Monday, May 12, 2008

Fewer Seeking Low-Cost Care Abroad Than Previously Estimated, Most Seeking Higher-Quality Care, Study Shows

From the Kaiser Daily Health Policy Report


Between 60,000 and 85,000 people annually travel abroad for inpatient hospital care, a number "far lower than commonly assumed," according to a study released Tuesday, the Wall Street Journal reports. The study -- conducted by consulting firm McKinsey and led by Paul Mango, head of the firm's health care practice -- looked at the behavior of almost 50,000 patients using data from unidentified hospitals around the world, as well as government travel records and interviews with hospital officials and patients. Researchers estimated that the sample accounts for 60% to 80% of the global market and includes such patients as expatriates seeking care in the country where they live, tourists needing unexpected medical care and people traveling for care not available in their home countries.

According to the report:

* 40% of "medical travelers" identified in the report are people, mostly from developing countries, seeking the highest-quality care, not necessarily the lowest-cost;

* 32% were seeking better care than was available in their own country;

* 15% sought to avoid wait times for care in their own country, mostly the United Kingdom and Canada;

* 9% were residents of the U.S. and other countries seeking medically necessary procedures at lower costs; and

* 4% were seeking elective procedures such as plastic surgery.

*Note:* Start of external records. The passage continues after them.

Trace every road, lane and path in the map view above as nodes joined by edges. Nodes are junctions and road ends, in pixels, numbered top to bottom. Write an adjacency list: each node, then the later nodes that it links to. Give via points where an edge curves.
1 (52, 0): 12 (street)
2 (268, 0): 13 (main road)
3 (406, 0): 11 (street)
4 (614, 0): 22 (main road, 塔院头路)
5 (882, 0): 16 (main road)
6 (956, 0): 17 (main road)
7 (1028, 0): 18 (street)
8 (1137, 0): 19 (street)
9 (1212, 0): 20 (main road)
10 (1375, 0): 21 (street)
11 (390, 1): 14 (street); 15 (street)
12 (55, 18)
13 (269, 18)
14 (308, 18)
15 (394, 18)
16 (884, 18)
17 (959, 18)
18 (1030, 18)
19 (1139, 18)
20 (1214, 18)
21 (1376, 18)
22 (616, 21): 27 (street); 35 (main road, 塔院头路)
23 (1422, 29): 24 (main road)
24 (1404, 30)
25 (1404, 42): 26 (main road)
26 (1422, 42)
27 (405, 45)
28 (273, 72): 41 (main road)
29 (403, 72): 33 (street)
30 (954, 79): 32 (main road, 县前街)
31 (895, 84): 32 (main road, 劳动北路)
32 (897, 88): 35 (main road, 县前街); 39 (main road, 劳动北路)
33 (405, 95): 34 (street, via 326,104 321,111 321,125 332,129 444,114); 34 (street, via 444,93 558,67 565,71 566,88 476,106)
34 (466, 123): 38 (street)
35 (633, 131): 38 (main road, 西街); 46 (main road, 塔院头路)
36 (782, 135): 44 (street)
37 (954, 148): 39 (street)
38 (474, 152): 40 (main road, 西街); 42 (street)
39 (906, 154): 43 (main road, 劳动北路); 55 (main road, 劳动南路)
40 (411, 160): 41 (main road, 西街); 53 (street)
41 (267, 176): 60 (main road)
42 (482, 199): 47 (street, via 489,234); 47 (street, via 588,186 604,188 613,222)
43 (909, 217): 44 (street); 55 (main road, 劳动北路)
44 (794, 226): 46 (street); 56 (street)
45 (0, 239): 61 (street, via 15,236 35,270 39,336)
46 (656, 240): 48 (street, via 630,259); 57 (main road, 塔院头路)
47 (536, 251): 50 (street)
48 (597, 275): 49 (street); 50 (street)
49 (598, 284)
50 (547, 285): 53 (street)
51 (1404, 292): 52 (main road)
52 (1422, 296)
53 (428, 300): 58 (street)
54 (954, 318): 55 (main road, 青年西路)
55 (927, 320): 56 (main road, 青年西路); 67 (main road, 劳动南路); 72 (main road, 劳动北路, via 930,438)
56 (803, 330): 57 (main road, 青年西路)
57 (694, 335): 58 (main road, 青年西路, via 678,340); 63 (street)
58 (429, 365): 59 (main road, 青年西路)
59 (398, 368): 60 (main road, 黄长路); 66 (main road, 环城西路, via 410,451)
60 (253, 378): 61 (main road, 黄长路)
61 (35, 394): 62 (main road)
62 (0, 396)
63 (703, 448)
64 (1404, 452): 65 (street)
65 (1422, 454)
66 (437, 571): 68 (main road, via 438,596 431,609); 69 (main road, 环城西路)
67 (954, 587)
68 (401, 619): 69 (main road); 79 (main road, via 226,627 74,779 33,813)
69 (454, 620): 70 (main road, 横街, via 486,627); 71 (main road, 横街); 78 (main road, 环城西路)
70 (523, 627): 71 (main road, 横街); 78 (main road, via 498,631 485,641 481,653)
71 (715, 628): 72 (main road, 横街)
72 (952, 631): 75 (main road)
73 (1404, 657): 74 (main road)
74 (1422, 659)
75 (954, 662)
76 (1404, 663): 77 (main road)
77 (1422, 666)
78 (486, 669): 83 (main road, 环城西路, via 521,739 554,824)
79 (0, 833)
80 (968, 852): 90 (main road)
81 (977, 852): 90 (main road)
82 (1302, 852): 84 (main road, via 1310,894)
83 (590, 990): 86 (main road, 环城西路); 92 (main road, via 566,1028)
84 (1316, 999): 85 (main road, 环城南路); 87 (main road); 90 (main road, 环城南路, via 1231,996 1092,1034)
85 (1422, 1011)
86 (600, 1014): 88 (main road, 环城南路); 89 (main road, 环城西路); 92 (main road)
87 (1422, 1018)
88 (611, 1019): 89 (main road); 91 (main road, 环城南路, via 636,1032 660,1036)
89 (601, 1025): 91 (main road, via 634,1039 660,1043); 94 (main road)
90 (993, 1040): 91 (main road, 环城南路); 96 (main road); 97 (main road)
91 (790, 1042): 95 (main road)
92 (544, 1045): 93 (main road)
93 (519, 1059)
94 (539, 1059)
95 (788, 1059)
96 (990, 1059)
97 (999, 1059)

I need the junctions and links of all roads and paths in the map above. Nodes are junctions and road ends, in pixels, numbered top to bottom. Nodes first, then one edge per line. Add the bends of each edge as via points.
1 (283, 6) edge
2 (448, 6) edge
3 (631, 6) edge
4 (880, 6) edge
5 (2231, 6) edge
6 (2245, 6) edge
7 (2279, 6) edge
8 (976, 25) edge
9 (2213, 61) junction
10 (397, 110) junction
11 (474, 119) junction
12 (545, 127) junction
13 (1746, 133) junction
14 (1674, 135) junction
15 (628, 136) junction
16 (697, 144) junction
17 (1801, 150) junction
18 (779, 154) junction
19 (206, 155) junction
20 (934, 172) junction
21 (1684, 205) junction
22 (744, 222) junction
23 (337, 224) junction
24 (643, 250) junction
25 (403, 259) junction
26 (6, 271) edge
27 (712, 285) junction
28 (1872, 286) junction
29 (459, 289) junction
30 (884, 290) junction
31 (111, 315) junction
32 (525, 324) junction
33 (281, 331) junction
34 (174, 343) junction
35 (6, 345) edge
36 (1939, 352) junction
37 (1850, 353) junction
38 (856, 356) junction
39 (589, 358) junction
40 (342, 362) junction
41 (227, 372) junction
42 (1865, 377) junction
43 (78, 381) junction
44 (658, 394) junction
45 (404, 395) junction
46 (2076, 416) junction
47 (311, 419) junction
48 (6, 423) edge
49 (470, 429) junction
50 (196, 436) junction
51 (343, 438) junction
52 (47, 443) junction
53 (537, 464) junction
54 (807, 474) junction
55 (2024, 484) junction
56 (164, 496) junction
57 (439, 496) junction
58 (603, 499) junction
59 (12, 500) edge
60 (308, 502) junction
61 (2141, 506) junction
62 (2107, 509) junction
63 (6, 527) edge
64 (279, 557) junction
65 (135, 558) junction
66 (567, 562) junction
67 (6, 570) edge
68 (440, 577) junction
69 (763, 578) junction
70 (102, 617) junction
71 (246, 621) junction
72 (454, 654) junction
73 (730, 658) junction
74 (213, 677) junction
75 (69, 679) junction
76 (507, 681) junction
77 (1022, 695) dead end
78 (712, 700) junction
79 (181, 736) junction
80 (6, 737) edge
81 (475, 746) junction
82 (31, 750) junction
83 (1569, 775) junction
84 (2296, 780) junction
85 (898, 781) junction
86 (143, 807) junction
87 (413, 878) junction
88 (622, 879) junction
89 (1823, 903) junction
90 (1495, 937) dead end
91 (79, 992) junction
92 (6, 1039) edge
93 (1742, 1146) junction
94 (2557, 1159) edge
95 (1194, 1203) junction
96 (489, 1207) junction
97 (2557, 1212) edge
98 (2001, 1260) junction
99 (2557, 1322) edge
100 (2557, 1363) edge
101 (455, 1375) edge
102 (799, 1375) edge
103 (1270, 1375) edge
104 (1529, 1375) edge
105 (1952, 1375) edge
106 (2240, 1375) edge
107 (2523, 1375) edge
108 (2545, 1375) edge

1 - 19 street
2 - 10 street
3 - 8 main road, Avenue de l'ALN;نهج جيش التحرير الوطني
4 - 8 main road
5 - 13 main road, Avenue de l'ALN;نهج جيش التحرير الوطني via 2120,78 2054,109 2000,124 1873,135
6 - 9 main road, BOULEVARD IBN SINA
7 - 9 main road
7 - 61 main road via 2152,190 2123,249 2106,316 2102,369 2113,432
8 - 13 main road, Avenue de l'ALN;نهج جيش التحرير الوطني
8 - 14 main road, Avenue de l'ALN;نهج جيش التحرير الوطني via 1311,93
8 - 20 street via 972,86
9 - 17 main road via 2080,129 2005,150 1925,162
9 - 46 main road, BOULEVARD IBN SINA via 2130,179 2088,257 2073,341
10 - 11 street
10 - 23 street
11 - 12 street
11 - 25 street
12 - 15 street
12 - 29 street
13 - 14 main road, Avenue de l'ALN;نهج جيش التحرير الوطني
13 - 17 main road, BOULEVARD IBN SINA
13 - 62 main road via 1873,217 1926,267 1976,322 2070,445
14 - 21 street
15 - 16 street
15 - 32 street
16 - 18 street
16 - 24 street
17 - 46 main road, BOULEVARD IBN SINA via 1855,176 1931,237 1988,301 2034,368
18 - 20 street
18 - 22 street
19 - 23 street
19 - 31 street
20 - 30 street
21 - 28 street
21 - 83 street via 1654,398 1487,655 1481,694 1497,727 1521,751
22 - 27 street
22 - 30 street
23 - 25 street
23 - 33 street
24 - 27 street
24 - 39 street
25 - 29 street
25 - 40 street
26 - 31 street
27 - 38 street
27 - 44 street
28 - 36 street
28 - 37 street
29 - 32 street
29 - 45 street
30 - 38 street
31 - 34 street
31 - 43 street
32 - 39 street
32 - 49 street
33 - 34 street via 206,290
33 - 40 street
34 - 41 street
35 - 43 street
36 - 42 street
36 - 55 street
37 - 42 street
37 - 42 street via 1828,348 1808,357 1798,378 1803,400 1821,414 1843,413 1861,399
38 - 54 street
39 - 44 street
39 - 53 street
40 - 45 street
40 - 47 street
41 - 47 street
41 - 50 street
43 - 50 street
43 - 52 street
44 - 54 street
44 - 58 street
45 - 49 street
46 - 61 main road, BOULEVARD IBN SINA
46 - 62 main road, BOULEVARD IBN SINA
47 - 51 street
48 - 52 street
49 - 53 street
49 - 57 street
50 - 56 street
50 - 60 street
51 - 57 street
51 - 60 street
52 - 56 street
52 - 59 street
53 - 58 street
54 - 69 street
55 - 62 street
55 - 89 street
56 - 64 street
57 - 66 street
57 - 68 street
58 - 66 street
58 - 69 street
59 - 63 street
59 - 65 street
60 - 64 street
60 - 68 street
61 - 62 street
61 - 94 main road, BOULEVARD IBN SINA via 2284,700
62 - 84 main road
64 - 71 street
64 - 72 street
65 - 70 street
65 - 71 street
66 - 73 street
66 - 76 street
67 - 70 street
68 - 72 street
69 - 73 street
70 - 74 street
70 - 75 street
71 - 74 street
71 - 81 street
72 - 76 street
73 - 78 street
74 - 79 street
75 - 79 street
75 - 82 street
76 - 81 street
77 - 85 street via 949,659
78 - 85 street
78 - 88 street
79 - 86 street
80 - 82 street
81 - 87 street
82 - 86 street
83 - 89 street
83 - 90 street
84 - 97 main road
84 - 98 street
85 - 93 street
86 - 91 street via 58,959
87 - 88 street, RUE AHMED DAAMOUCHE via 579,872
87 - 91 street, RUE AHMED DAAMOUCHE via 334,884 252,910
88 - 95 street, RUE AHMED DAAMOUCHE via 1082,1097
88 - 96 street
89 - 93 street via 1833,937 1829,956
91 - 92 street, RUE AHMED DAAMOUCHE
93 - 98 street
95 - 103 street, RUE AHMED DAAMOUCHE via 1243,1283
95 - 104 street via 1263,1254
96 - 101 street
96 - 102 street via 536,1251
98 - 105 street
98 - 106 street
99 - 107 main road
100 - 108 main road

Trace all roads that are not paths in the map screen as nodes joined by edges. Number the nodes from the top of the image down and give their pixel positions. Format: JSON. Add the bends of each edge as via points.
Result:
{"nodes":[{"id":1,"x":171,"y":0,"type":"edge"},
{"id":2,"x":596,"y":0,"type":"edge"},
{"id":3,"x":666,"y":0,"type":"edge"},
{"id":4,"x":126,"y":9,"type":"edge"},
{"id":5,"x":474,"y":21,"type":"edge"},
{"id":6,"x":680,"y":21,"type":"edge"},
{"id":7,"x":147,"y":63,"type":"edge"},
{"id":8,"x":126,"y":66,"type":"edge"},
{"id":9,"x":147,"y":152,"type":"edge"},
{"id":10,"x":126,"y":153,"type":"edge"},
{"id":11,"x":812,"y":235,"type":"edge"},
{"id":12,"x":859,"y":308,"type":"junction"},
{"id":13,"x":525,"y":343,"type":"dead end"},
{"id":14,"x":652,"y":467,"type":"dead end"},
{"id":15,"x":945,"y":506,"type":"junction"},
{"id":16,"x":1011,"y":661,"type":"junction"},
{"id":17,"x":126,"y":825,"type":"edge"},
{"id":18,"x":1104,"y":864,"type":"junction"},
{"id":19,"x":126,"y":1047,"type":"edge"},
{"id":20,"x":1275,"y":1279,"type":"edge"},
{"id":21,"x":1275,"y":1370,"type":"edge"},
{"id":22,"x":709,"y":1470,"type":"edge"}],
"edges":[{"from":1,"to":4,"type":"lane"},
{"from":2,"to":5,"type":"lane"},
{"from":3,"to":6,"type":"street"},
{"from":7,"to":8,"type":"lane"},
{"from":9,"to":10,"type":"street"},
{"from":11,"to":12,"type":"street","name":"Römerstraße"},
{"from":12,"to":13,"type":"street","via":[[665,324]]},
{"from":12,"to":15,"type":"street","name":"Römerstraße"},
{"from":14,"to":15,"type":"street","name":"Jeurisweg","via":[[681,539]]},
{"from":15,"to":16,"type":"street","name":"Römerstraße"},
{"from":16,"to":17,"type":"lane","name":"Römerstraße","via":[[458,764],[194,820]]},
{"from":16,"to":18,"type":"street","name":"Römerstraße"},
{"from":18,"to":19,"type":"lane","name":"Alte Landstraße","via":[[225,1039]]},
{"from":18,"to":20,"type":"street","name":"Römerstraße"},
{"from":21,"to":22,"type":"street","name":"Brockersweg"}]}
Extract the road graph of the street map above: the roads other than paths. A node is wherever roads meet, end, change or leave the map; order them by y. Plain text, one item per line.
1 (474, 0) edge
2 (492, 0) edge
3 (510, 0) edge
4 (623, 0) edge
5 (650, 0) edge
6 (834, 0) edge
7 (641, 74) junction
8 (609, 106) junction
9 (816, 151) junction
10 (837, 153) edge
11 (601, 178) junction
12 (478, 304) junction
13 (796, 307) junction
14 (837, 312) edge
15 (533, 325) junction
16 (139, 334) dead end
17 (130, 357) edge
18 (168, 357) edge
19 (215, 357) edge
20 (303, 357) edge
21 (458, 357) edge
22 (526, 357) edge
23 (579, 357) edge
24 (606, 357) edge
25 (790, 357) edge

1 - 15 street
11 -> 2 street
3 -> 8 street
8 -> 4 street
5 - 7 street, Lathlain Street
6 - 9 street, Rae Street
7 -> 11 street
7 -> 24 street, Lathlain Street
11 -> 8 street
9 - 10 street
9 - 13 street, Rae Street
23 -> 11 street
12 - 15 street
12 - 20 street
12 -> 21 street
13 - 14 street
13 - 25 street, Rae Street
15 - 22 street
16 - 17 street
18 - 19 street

According to the Journal, the report "contrasts sharply" with common assumptions and with figures often used by those who market medical tourism. "There's been an enormous amount of hype" regarding people traveling abroad to receive necessary procedures at a lower cost, Mango said. However, the report does indicate that "there remains potential for huge growth in the industry," the Journal reports. According to the report, about 710,000 procedures, which account for $35 billion in revenue, could be done overseas and save about $15,000 per procedure.

Renee-Marie Stephano, chief operating officer of the Medical Tourism Association, said the report's numbers could be slightly flawed because it only looked at a sample of facilities and hospital admissions. She added, "A large portion of the medical tourism industry is based in cosmetic procedures and dental care, which are not performed in hospitals" (Francis, Wall Street Journal, 5/6).

The San Francisco Chronicle on Sunday also examined the popularity of medical tourism. The article includes an estimate that 150,000 people sought care abroad in 2006 (Colliver, San Francisco Chronicle, 5/4).